My expectations were deliciously low, like getting a New York pizza slice at a shopping-center parking lot carnival food truck. Even so, President Biden delivered a tasteless, bland experience. I was headed for bed at 9:30, just about the time he started to gaffe the TelePrompTer text. When I awoke this morning, I found I had missed nothing, like when I throw away the crust of that frozen pizza.
Not that I blame Biden. He is who he is, and no more. He got a lousy hand coming into this Ukraine situation, after 14 years of U.S. administrations ignoring the real danger of Putin’s expansionist dreams of empire. In the current war, the facts are grim. As Army vet David French noted yesterday in The Dispatch:
We can and should stand in awe of Ukrainian courage, but we should also recognize that courage comes with a cost. Surrender is unthinkable, yet war is terrible. It’s hard to see Ukraine surviving this war intact, free, and independent.
Biden said no less, reading between the lines of his speech. In effect, all the flag-waving, all the lapel pins, blue and yellow, sent a message of condolences. If it was a Hallmark card, it would read “Thank you, Ukraine, for your sacrifice. Thank you for standing against Putin and Russia. We thought you wouldn’t do nearly as well as you did. Bravo. But in the end, you must lose, because you see, if you win, it’s World War 3.”
I don’t think it’s a particularly good idea for U.S. military forces to fight in Europe against the Russians. I think that would be an obvious casus belli that could provoke World War 3. But then again, the savage economic sanctions against Russia, taken together, are the equivalent of acts of war, are they not?

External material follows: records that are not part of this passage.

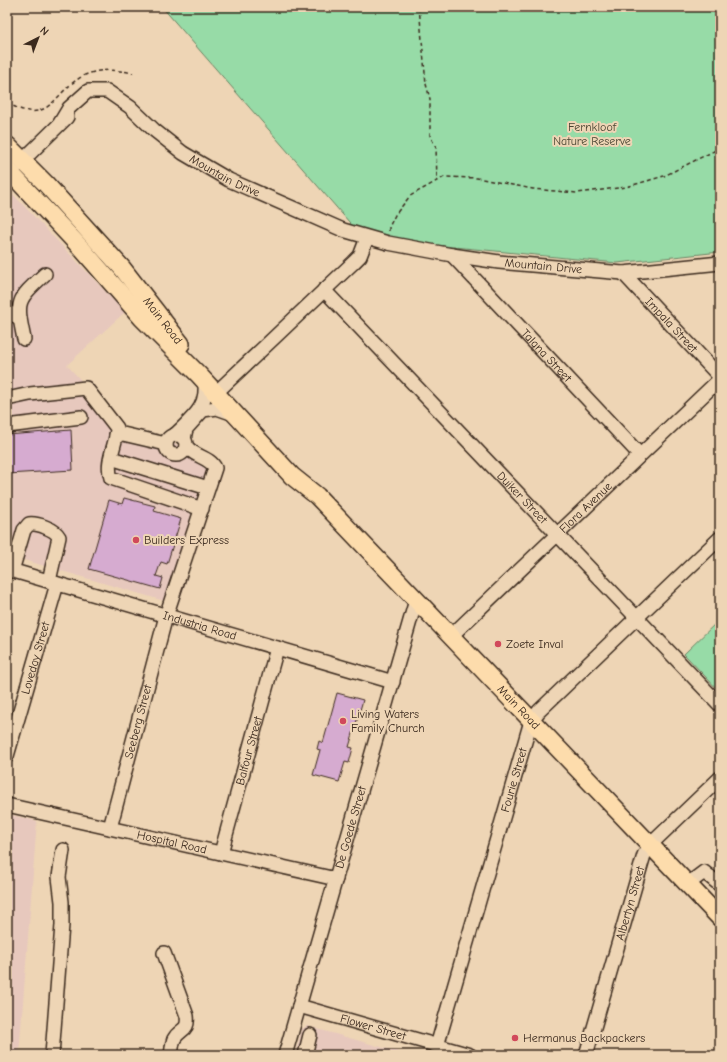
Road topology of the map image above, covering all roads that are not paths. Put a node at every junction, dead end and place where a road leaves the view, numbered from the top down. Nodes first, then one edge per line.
1 (7, 145) edge
2 (23, 160) junction
3 (8, 172) edge
4 (367, 238) junction
5 (452, 256) junction
6 (720, 263) edge
7 (44, 274) dead end
8 (623, 274) junction
9 (324, 290) junction
10 (7, 312) edge
11 (20, 318) junction
12 (24, 339) dead end
13 (720, 378) edge
14 (204, 380) junction
15 (220, 388) junction
16 (7, 399) edge
17 (237, 416) junction
18 (80, 417) dead end
19 (7, 426) edge
20 (116, 435) junction
21 (182, 440) junction
22 (166, 444) junction
23 (640, 455) junction
24 (111, 458) junction
25 (208, 488) junction
26 (317, 496) junction
27 (202, 509) junction
28 (557, 534) junction
29 (720, 538) edge
30 (9, 570) edge
31 (53, 583) junction
32 (416, 600) junction
33 (166, 616) junction
34 (637, 618) junction
35 (451, 636) junction
36 (277, 648) junction
37 (393, 682) junction
38 (720, 705) edge
39 (531, 720) junction
40 (7, 756) edge
41 (720, 778) edge
42 (7, 805) edge
43 (110, 828) junction
44 (650, 845) junction
45 (63, 850) dead end
46 (221, 853) junction
47 (336, 879) junction
48 (688, 884) junction
49 (720, 885) edge
50 (720, 918) edge
51 (164, 953) dead end
52 (299, 1006) junction
53 (310, 1035) dead end
54 (437, 1046) junction
55 (52, 1055) edge
56 (171, 1055) edge
57 (285, 1055) edge
58 (305, 1055) edge
59 (470, 1055) edge
60 (586, 1055) edge

1 - 2 main road, Main Road
2 - 3 street, Mountain Drive
2 - 4 street, Mountain Drive
2 - 15 main road, Main Road
3 - 14 main road, Main Road
4 - 5 street, Mountain Drive
4 - 9 street
5 - 8 street, Mountain Drive
5 - 23 street, Talana Street
6 - 8 street, Mountain Drive
7 - 11 street
8 - 13 street, Impala Street
9 - 15 street
9 - 28 street, Duiker Street
10 - 11 street
11 - 12 street
13 - 23 street, Flora Avenue
14 - 17 main road, Main Road
14 - 21 street
15 - 26 main road, Main Road
16 - 20 street
17 - 21 street
17 - 26 main road, Main Road
18 - 19 street
20 - 22 street
20 - 24 street
21 - 22 street
21 - 22 street
21 - 25 street, Seeberg Street
23 - 28 street, Flora Avenue
24 - 25 street
24 - 27 street
25 - 27 street, Seeberg Street
26 - 32 main road, Main Road
27 - 33 street, Seeberg Street
28 - 34 street, Duiker Street
28 - 35 street, Flora Avenue
29 - 34 street, Fourie Street
30 - 31 street, Industria Road
30 - 31 street, Loveday Street
31 - 33 street, Industria Road
31 - 40 street, Loveday Street
32 - 35 main road, Main Road
32 - 37 street, De Goede Street
33 - 36 street, Industria Road
33 - 43 street, Seeberg Street
34 - 38 street, Duiker Street
34 - 39 street, Fourie Street
35 - 39 main road, Main Road
36 - 37 street, Industria Road
36 - 46 street, Balfour Street
37 - 47 street, De Goede Street
39 - 44 main road, Main Road
39 - 54 street, Fourie Street
41 - 44 street, Albertyn Street
42 - 43 street, Hospital Road
43 - 46 street, Hospital Road
44 - 48 main road, Main Road
44 - 60 street, Albertyn Street
45 - 55 street
46 - 47 street, Hospital Road
47 - 52 street, De Goede Street
48 - 49 street
48 - 50 main road, Main Road
51 - 56 street
52 - 54 street, Flower Street
52 - 57 street, De Goede Street
53 - 58 street
54 - 59 street, Flower Street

America has definitely taken sides here; we’re just not crazy enough to give Putin an easy justification.
As for Biden’s domestic policy, I give his speech a rousing “Meh!” We need a “decade of infrastructure” right after we need to stop paying farmers not to grow crops, or to make enough government cheese to be thrown away on school lunch trays that go uneaten, because it’s about the money, not the food.

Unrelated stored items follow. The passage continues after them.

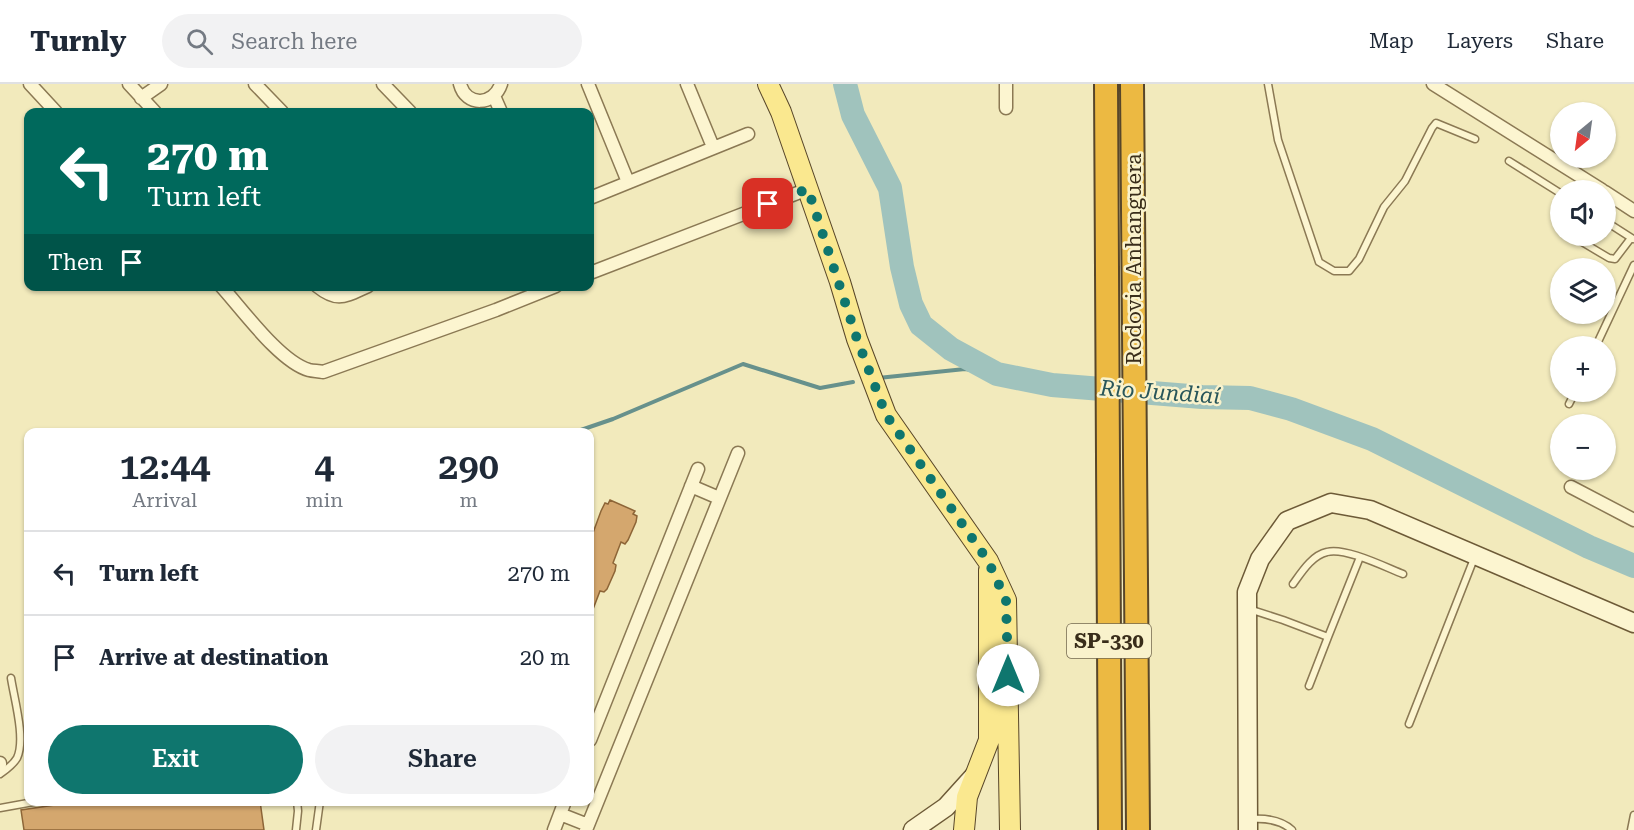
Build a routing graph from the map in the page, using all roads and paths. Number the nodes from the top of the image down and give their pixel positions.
1 (30, 84) edge
2 (129, 84) edge
3 (160, 84) edge
4 (255, 84) edge
5 (383, 84) edge
6 (460, 84) edge
7 (501, 84) edge
8 (588, 84) edge
9 (687, 84) edge
10 (768, 84) edge
11 (1006, 84) edge
12 (1106, 84) edge
13 (1132, 84) edge
14 (1268, 84) edge
15 (1433, 84) edge
16 (494, 96) junction
17 (141, 98) junction
18 (52, 108) edge
19 (151, 108) edge
20 (278, 108) edge
21 (406, 108) edge
22 (499, 108) edge
23 (1006, 108) dead end
24 (747, 134) dead end
25 (1475, 139) dead end
26 (713, 147) junction
27 (1509, 161) dead end
28 (1586, 180) edge
29 (628, 182) junction
30 (1550, 187) edge
31 (808, 189) junction
32 (594, 196) edge
33 (1616, 199) edge
34 (1634, 211) edge
35 (1616, 228) edge
36 (1633, 238) edge
37 (1589, 246) edge
38 (1634, 265) edge
39 (594, 271) edge
40 (225, 291) edge
41 (323, 291) edge
42 (356, 291) edge
43 (543, 291) edge
44 (1601, 336) edge
45 (738, 453) dead end
46 (698, 469) dead end
47 (691, 486) junction
48 (1572, 487) dead end
49 (719, 498) junction
50 (1634, 520) edge
51 (1475, 555) junction
52 (1360, 556) junction
53 (1403, 574) dead end
54 (1293, 584) dead end
55 (1247, 609) junction
56 (1634, 623) edge
57 (1328, 637) junction
58 (11, 678) dead end
59 (1309, 686) dead end
60 (999, 689) junction
61 (1409, 723) dead end
62 (594, 730) edge
63 (977, 773) junction
64 (0, 774) edge
65 (1009, 788) junction
66 (24, 804) edge
67 (298, 806) edge
68 (319, 806) edge
69 (563, 806) edge
70 (0, 808) edge
71 (560, 814) junction
72 (1634, 815) edge
73 (1276, 822) junction
74 (1248, 825) edge
75 (587, 828) edge
76 (296, 830) edge
77 (316, 830) edge
78 (554, 830) edge
79 (913, 830) edge
80 (964, 830) edge
81 (1010, 830) edge
82 (1110, 830) edge
83 (1138, 830) edge
84 (1276, 830) edge
85 (1293, 830) edge
86 (1631, 830) edge

1 - 18 street
2 - 17 street
3 - 17 street
4 - 20 street
5 - 21 street
6 - 16 street
7 - 16 street
8 - 29 street
9 - 26 street
10 - 31 main road
11 - 23 street
12 - 82 highway, Rodovia Anhanguera / SP-330
13 - 83 highway, Rodovia Anhanguera / SP-330
14 - 25 lane
15 - 28 street
16 - 22 street
17 - 19 street
24 - 26 street
26 - 29 street
27 - 30 lane
29 - 32 street
31 - 39 street
31 - 60 main road
33 - 34 street
35 - 36 lane
36 - 37 lane
38 - 44 lane
40 - 43 street
41 - 42 street
45 - 49 street
46 - 47 street
47 - 49 street
47 - 62 street
48 - 50 street
49 - 75 street
51 - 55 street
51 - 56 street
51 - 61 lane
52 - 53 lane
52 - 54 lane
52 - 57 lane
55 - 57 lane
55 - 74 street
57 - 59 lane
58 - 64 lane
60 - 63 main road
60 - 65 main road
63 - 65 main road
63 - 79 street
63 - 80 main road
65 - 81 main road
66 - 70 lane
67 - 76 lane
68 - 77 lane
69 - 71 street
71 - 75 street
71 - 78 street
72 - 86 lane
73 - 74 lane
73 - 84 lane
73 - 85 lane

Biden’s economic theory is complete fantasy. So-called “modern monetary theory” believes that there’s no limit to investment by taxes and Big Government can pay for it all by printing more money. This is why Biden hooked Intel chief Patrick P. Gelsinger on a $10 billion “investment” in some land in Ohio to build silicon chip-making factories (called “foundries”). Why Intel has to wait for the government to pass some pork bill is irrelevant to the Democrats (why should the government do this when AMD pays its own way?).
Meanwhile, the price of bread, milk, and gasoline continue to soar. Giving cash to everyone in the country doesn’t help this trend. But reality has never been a strong point to someone who has done nothing but serve in government and politics for 50 years.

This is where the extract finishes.